The Warriors won the final game, and the championship. I'm pleased. Steve Kerr won his first championship as a coach, his sixth NBA championship ring. Steph Curry, son of an NBA all-time great, MVP of the Warriors outstanding regular season, had a great game. Not quite outscoring LeBron James, the incredibly gifted one man band who fronts the Cleveland Cavaliers, but putting up really good numbers. You know, points scored, especially, but some other stuff too, the kind the statisticians measure.
So, during the after game ceremonies, when it came time to award the Most Valuable Player trophy, in that silent place in my heart where I know how it always goes, how it always plays to the media darlings, how folks who see beyond their own aggrandizement are seldom rewarded, how team players lose out to gifted, but selfish p(ersons), well, . . . .
And then there was the announcement. The Most Valuable Player of this year's NBA playoff was. wait for it, Andre Igoudala! The sixth man. The eleven year veteran. A guy in the autumn of his career. The teammate of Steph Curry, who is arguably the best player in the NBA, LeBron James opinion notwithstanding.
When Coach Kerr got his obligatory national teevee moment the first name out of his mouth was Andre's. When Andre got his moment in the spotlight he said "Steph Curry is who I want to be when I grow up."
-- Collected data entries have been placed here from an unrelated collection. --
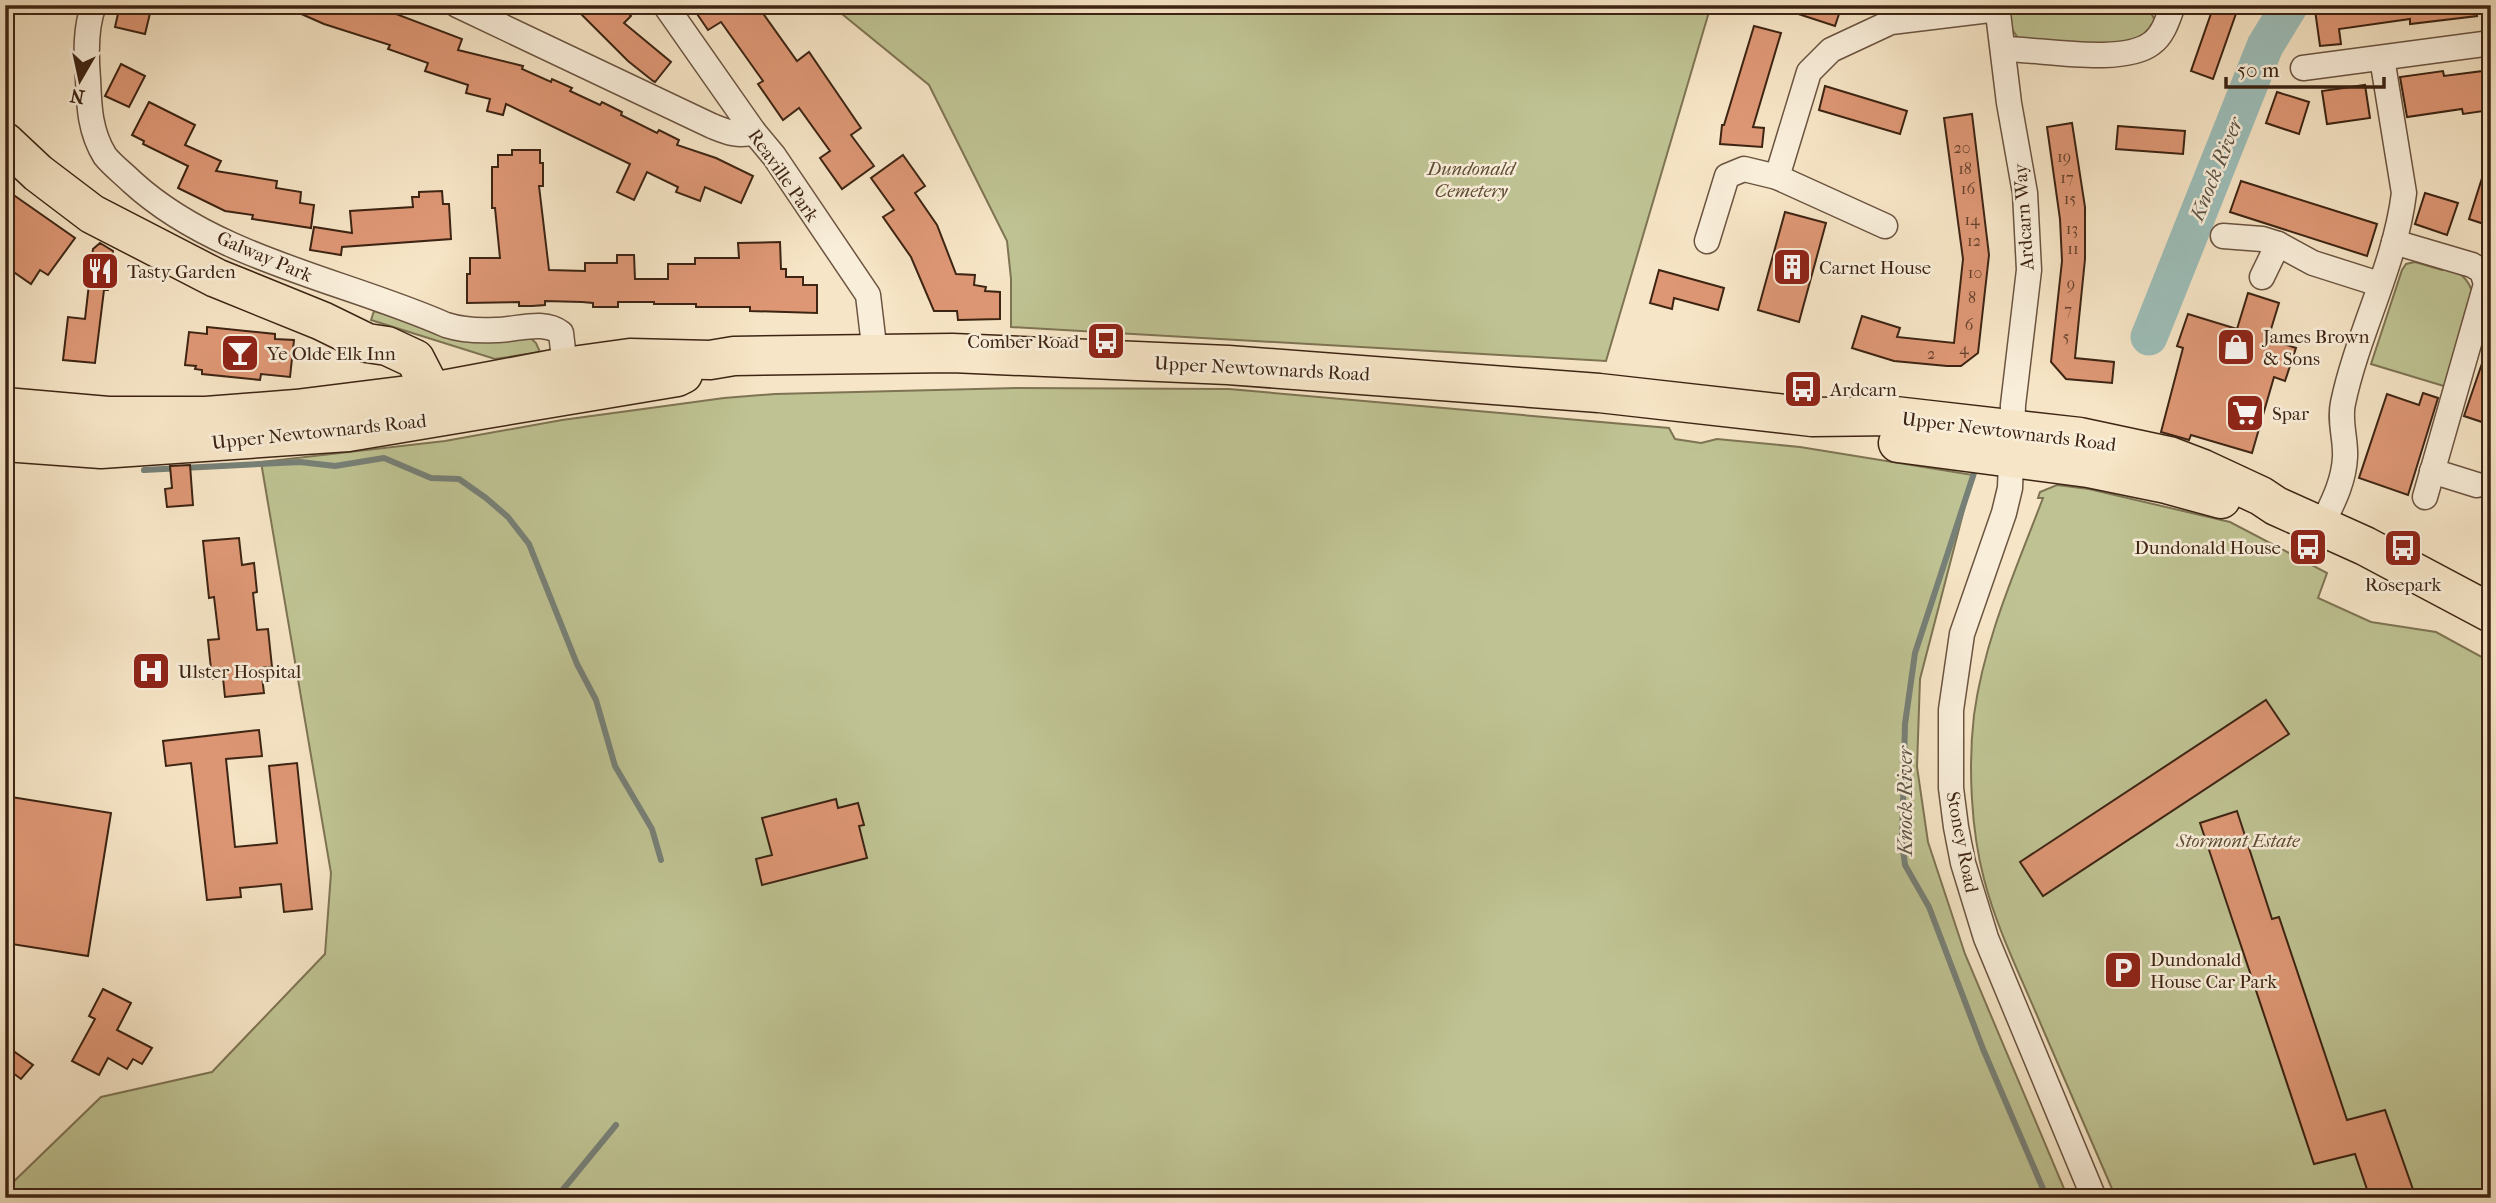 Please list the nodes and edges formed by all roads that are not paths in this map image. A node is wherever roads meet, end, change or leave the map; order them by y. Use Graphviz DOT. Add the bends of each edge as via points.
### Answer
graph roads {
  1 [pos="94,5"];
  2 [pos="457,5"];
  3 [pos="665,5"];
  4 [pos="2173,5"];
  5 [pos="1997,7"];
  6 [pos="1888,14"];
  7 [pos="2491,43"];
  8 [pos="2003,49"];
  9 [pos="2382,58"];
  10 [pos="2303,68"];
  11 [pos="754,132"];
  12 [pos="5,142"];
  13 [pos="1777,177"];
  14 [pos="1885,226"];
  15 [pos="2222,236"];
  16 [pos="1707,241"];
  17 [pos="2394,242"];
  18 [pos="2278,244"];
  19 [pos="2262,277"];
  20 [pos="2379,284"];
  21 [pos="364,342"];
  22 [pos="875,354"];
  23 [pos="710,360"];
  24 [pos="565,367"];
  25 [pos="490,380"];
  26 [pos="351,402"];
  27 [pos="434,405"];
  28 [pos="5,407"];
  29 [pos="5,442"];
  30 [pos="2011,444"];
  31 [pos="2432,471"];
  32 [pos="2477,485"];
  33 [pos="2425,497"];
  34 [pos="2321,527"];
  35 [pos="2491,613"];
  36 [pos="2094,1198"];
  1 -- 24 [label="street, Galway Park" via="87,62 90,124 106,157 145,193 192,224 263,258 446,325 497,330 555,328 561,333"];
  2 -- 11 [label="street" via="712,126 729,133"];
  3 -- 11 [label="street, Reaville Park"];
  4 -- 8 [label="street" via="2159,36 2136,51 2101,55"];
  5 -- 6 [label="street"];
  5 -- 8 [label="street, Ardcarn Way"];
  6 -- 13 [label="street" via="1831,50 1809,72"];
  7 -- 9 [label="street"];
  8 -- 30 [label="street, Ardcarn Way" via="2025,193 2029,270"];
  9 -- 10 [label="street"];
  9 -- 17 [label="street" via="2404,193"];
  11 -- 22 [label="street, Reaville Park" via="868,296"];
  12 -- 21 [label="highway" via="92,214 216,278"];
  13 -- 14 [label="street"];
  13 -- 16 [label="street" via="1744,169 1727,176"];
  15 -- 18 [label="street" via="2252,236"];
  17 -- 20 [label="street"];
  17 -- 31 [label="street" via="2472,265 2482,271 2486,284"];
  18 -- 19 [label="street"];
  18 -- 20 [label="street" via="2313,263"];
  20 -- 34 [label="street" via="2342,405 2345,456 2341,484"];
  21 -- 25 [label="highway" via="382,337 425,350"];
  21 -- 26 [label="highway" via="373,376 370,387"];
  21 -- 27 [label="highway" via="415,359"];
  22 -- 23 [label="highway, Upper Newtownards Road"];
  22 -- 30 [label="highway, Upper Newtownards Road" via="1009,355 1305,370 1599,393 1812,417 1895,416"];
  23 -- 24 [label="highway, Upper Newtownards Road" via="630,358"];
  23 -- 27 [label="highway, Upper Newtownards Road" via="677,377"];
  24 -- 25 [label="highway, Upper Newtownards Road"];
  25 -- 27 [label="highway, Upper Newtownards Road"];
  26 -- 27 [label="highway, Upper Newtownards Road"];
  26 -- 28 [label="highway, Upper Newtownards Road" via="206,416 120,416"];
  27 -- 29 [label="highway, Upper Newtownards Road" via="348,432 114,448"];
  30 -- 34 [label="highway, Upper Newtownards Road" via="2081,437 2169,456"];
  30 -- 36 [label="street, Stoney Road" via="2008,501 1969,613 1956,670 1951,788 1964,863 1986,938"];
  31 -- 32 [label="street"];
  31 -- 33 [label="street"];
  34 -- 35 [label="highway, Upper Newtownards Road"];
} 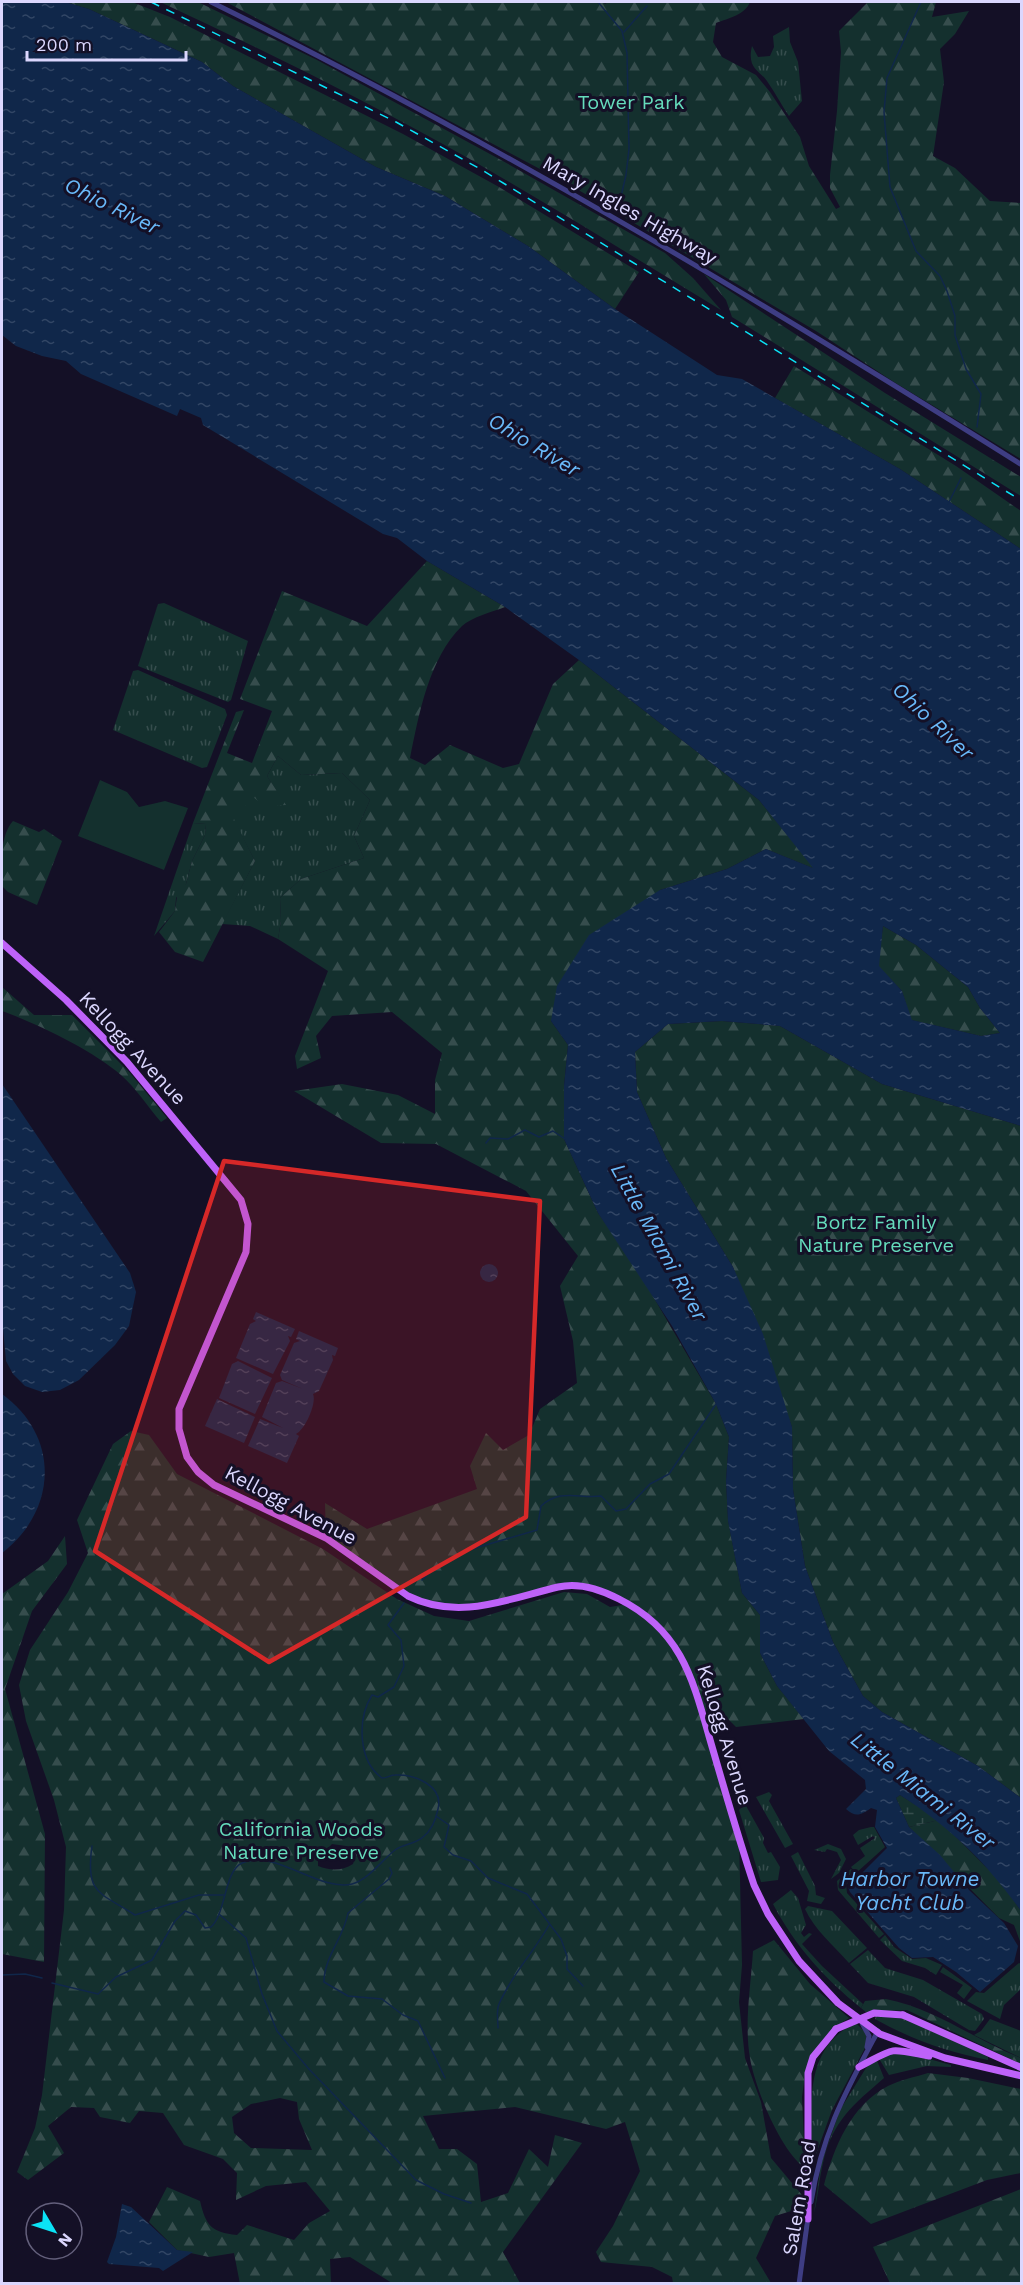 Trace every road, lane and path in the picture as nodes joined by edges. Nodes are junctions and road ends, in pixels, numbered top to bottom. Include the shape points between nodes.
1 (211, 2) edge
2 (1022, 465) edge
3 (2, 943) edge
4 (862, 2020) junction
5 (878, 2031) junction
6 (866, 2055) junction
7 (945, 2058) junction
8 (859, 2067) junction
9 (1022, 2068) edge
10 (1022, 2076) edge
11 (808, 2219) junction
12 (799, 2283) edge

1 - 2 street, Mary Ingles Highway via 417,107 585,202 741,292
3 - 4 main road, Kellogg Avenue via 127,1062 232,1186 246,1214 249,1232 243,1261 179,1409 180,1438 192,1465 214,1485 326,1538 423,1603 464,1609 577,1585 611,1595 653,1621 677,1649 692,1677 746,1861 768,1914 817,1982
4 - 5 main road, Kellogg Avenue
4 - 6 street via 869,2036
5 - 6 street, Salem Road
5 - 7 main road, Kellogg Avenue
6 - 8 street, Salem Road
7 - 8 main road via 894,2050 882,2052
7 - 10 main road, Kellogg Avenue
8 - 11 street, Salem Road via 825,2137
9 - 11 main road, bridge via 903,2015 874,2013 836,2030 813,2057 808,2073
11 - 12 street, Salem Road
The word Coach Kerr, and Steph, and all the teevee talking heads kept using was "sacrifice." Before this season Andre Igoudala had never not started a game he played in in the NBA. This year he rarely started a game. He sacrificed. His numbers, scoring, rebounding, assists, steals, that kind of thing, the weapons his agent would have carried into contract negotiations to make both of them more money, Andre accepted their diminishment willingly, for the good of the team.
He coulda been a bigger star, gotten a bigger contract, put more money in the bank. Andre Igoudala had a bigger idea.
That he was rewarded with the Most Valuable Player in the Championship Series trophy is incredibly sweet music in my heart.
I didn't, as is sometimes my wont, cry but I did shake my fist in the air, again and again, shouting "Yes!," and "Yes!" and "Yes!" again. Somehow, in a way that's not easy to put into few words, I felt validated. And renewed. Most of all, hopeful.
Might this catch on? Did Andre feel the Bern?
Is Gordon Gecko finally dead?
Hopeful. Yes, hopeful.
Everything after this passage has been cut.